If it is just me and my guitar doing some tunes, well then I am the master. I decide how things will go. How fast, loud, expressive. I am the human. But as soon as another person joins in? Well, things start to change. The goal, of course, is for the result to be better. If it is better, that's great. But in any case, I'm no longer in complete control. Now I like playing in a band or an orchestra. But the larger the group, the less control I have. I'm not some kind of control freak. I'm just saying what happens. Alone I humanize my way. The second person that joins in, humanizes their own way. Each member of an orchestra adds their own twist. Yes, they work together, but in their own way. That's what makes a live performance so great to hear.

So here I come along and try to match that on a computer. I try to humanize 30 something instruments. But it's all me, not 30 different people.

I know that part of my problem is that I have no idea how to use PRE. Which is why I've stayed out of this thread. I also have now idea how to use a DAW. Again, what am I doing here? It's just that I had pretty much given up composing because I don't play piano and only had paper to work on. Then in 2007 my music teacher wife bought Sibelius.

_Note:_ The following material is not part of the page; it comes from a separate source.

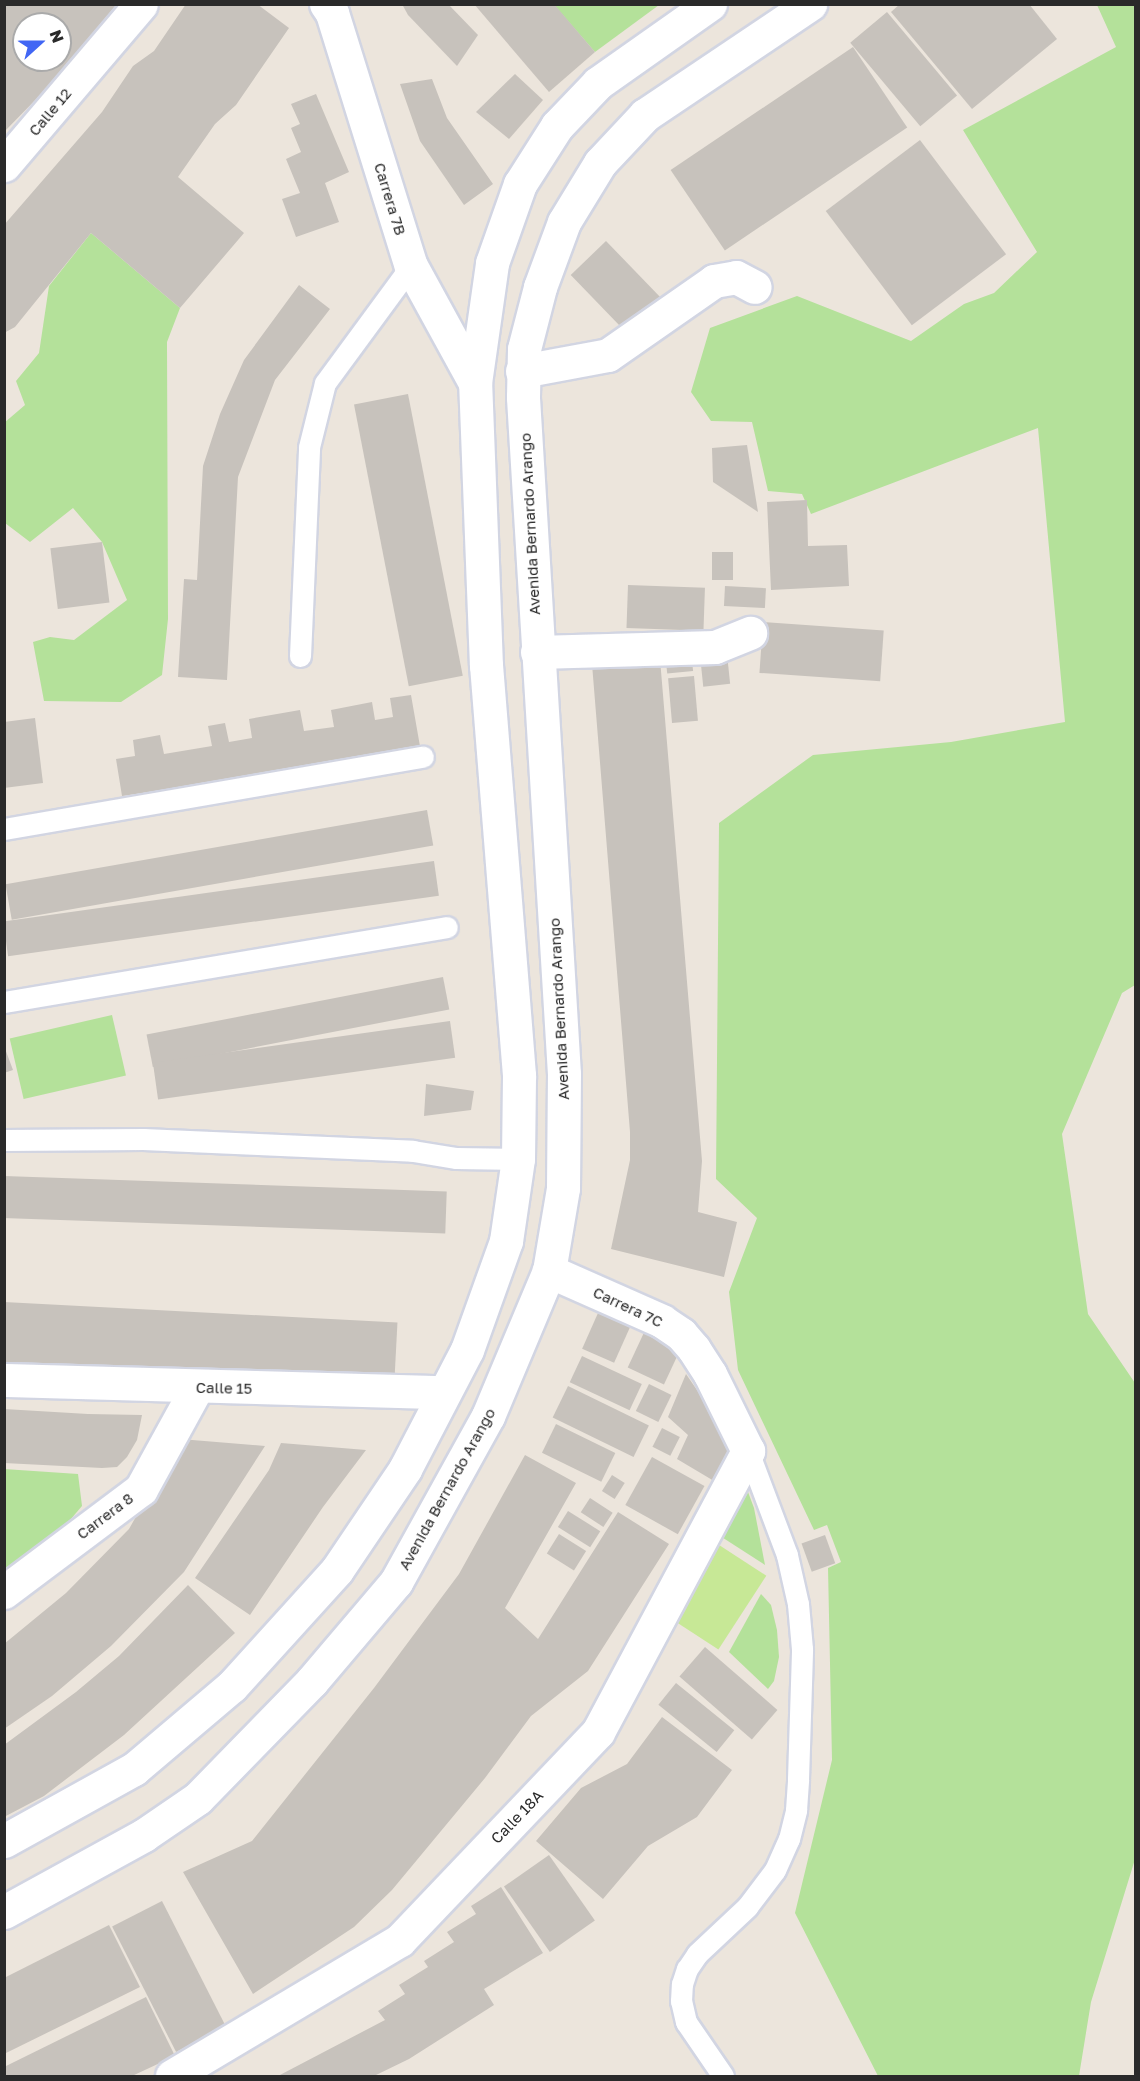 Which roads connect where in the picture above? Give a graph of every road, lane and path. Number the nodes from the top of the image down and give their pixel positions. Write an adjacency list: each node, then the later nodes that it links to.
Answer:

I had been a music ed major, so I knew notation. I loaded it up and was completely blown away. I remember the string bass sound. You could hear the sound of the bow moving on the string. Holy Cow.

But my point is that I can't Humanize my computer music. I can try to make it more musical. Semantics? I think there is a difference.

In reply to by bobjp

I think that's really not much different in some ways. The real question is when someone says, "humanize," humanize how? What are you implying in saying that word? In this case it's those musical nuances that come with personal interpretation. But I do actually kind of agree with what you're saying about musicality vs humanization. "Humanization" probably isn't 'humanization' until you can fool someone that a human is playing it live... on some level. Even virtual instruments played by a musician on a keyboard (which may have been the implication earlier). That often only happens in major movie productions where half of the layered sounds you hear are indeed real humans hahaha.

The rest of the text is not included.